Reputation: 3866
How can I put a tag on same references of another tag? For example I would like to put tag "Stable_Build" on a tag of a certain release "1.0.0.1".
Is there a better\faster way to do it except to:
git checkout 1.0.0.1
git tag -a Stable_Build
Upvotes: 15
Views: 8486
Reputation: 5515
go with git tag <new_tag> <old_tag>
(see docs)
$ git tag stable 1.0.0
$ git tag --list
1.0.0
stable
By the way: it would not refer to tag 1.0.0 but to same commit as tag 1.0.0.
Upvotes: 6
Reputation: 1324258
git tag new_tag old_tag
is problematic if the old tag is annotated, as torek commented.
This was illustrated on the Git mailing list by Robert Dailey.
And this is why Git 2.22 (Q2 2019) will warn you, giving an advice suggesting it might be a mistake when creating an annotated or signed tag that points at another tag.
See commit eea9c1e, commit 01dc801 (04 Apr 2019) by Denton Liu (Denton-L
).
Helped-by: Jeff King (peff
), and Ævar Arnfjörð Bjarmason (avar
).
(Merged by Junio C Hamano -- gitster
-- in commit a198562, 08 May 2019)
tag: advise on nested tags
Robert Dailey reported confusion on the mailing list about a nested tag which was most likely created by mistake.
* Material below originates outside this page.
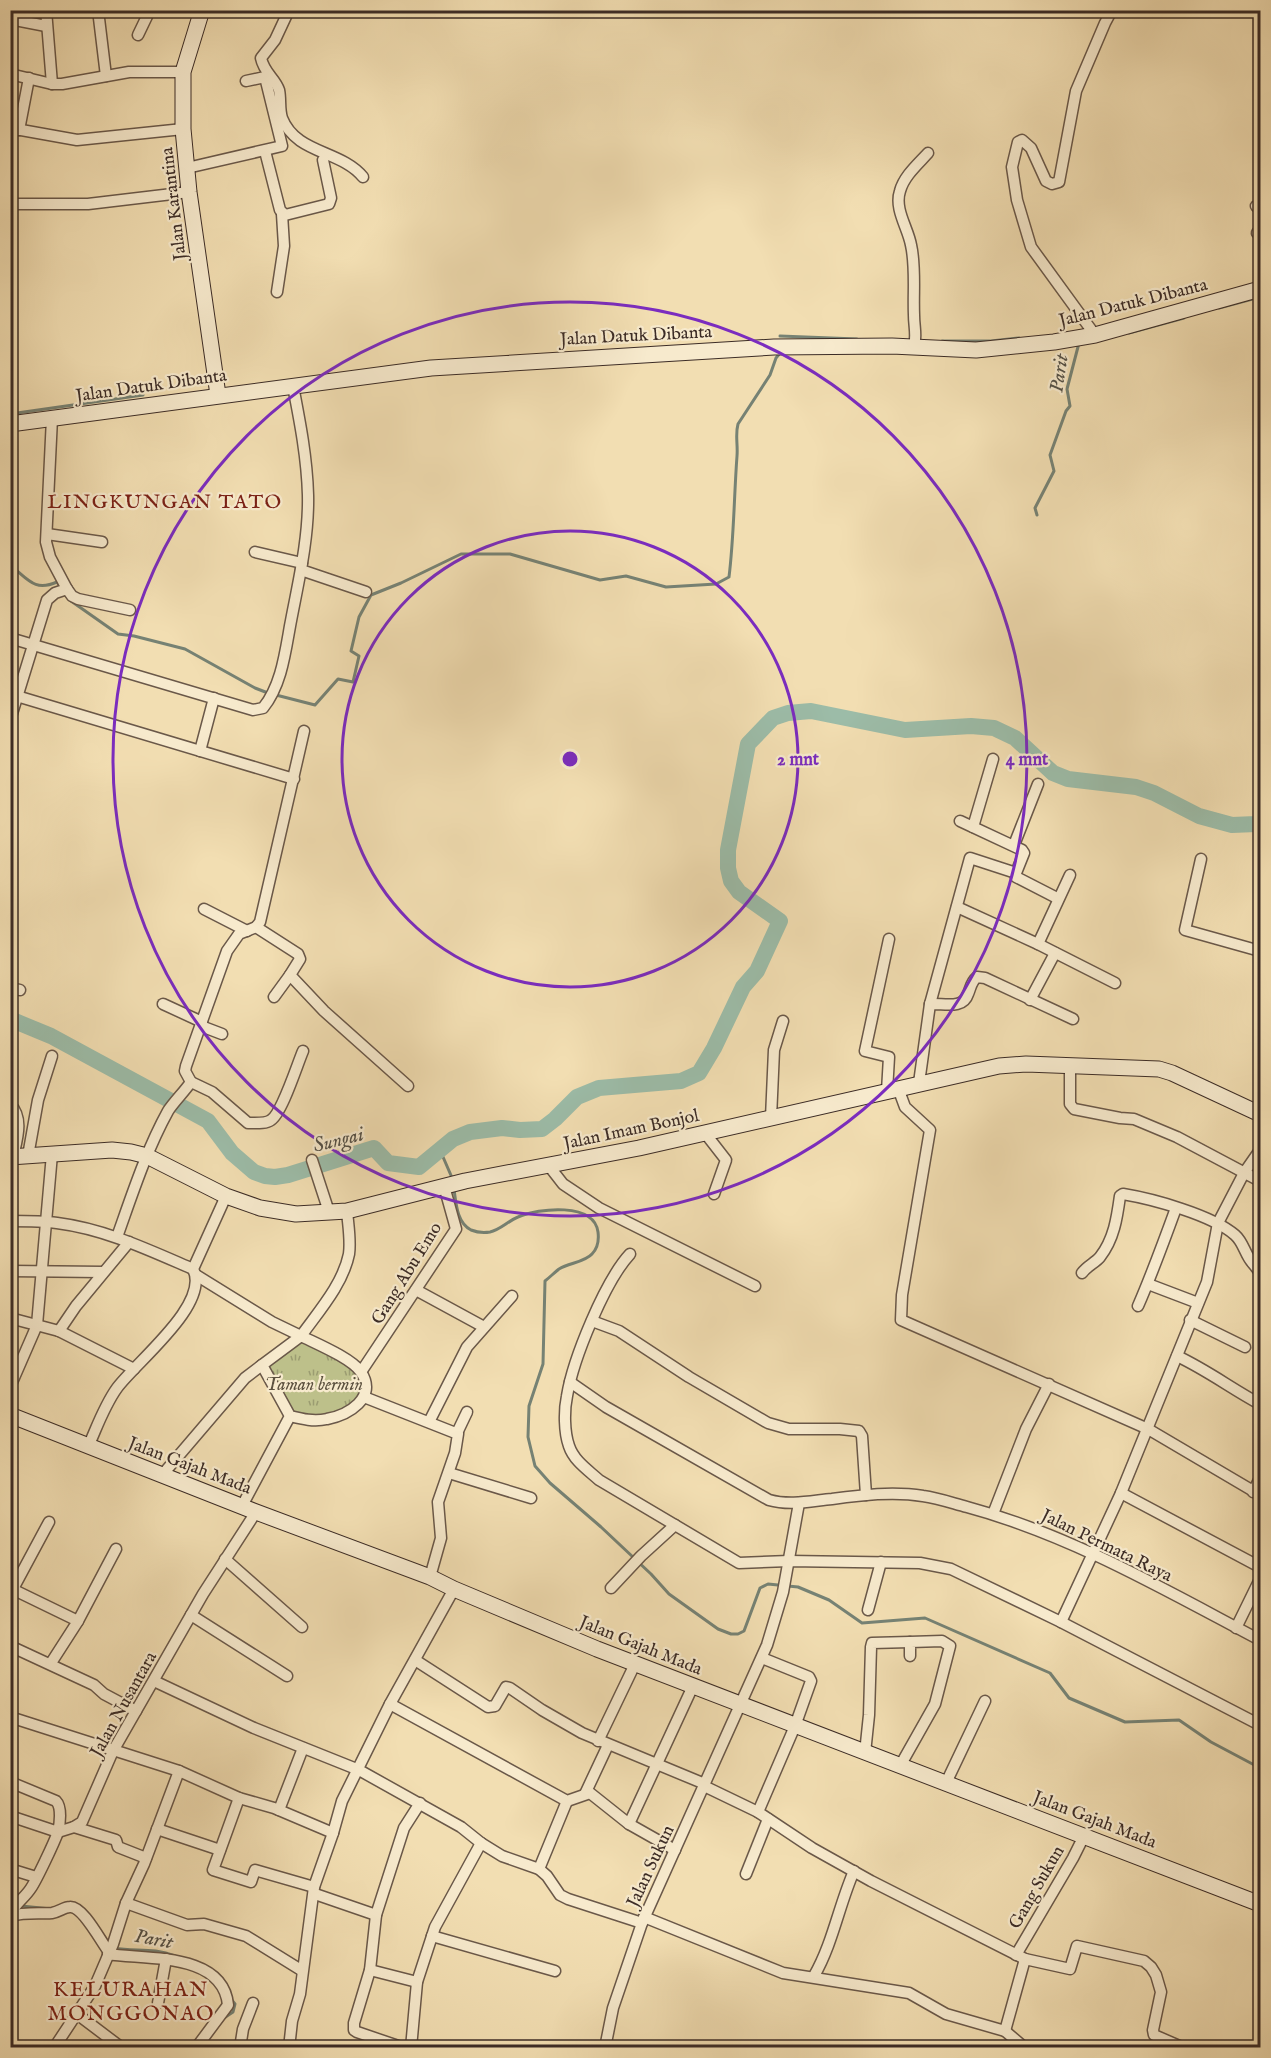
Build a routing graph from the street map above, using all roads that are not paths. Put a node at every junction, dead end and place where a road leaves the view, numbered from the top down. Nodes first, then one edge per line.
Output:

Jeff King noted that this isn't a very common case and creating a tag-to-a-tag can be a user-error.Suggest that it may be a mistake with an advice message when creating such a tag.
Those who do want to create a tag that point at another tag regularly can turn it off with the usual advice mechanism.
You will now see, when tagging a tag (nested tagging):
hint: You have created a nested tag. The object referred to by your new is
hint: already a tag. If you meant to tag the object that it points to, use:
hint: |
hint: git tag -f nested annotated-v4.0^{}
So, if you already did:
git tag stable 1.0.0
You can fix it with:
git tag -f stable 1.0.0^{}
There might be later a "git tag --allow-nested-tag -f stable 1.0.0
" (if you actually wanted to tag the tag 1.0.0
by another annotated tag), but this is not implemented yet.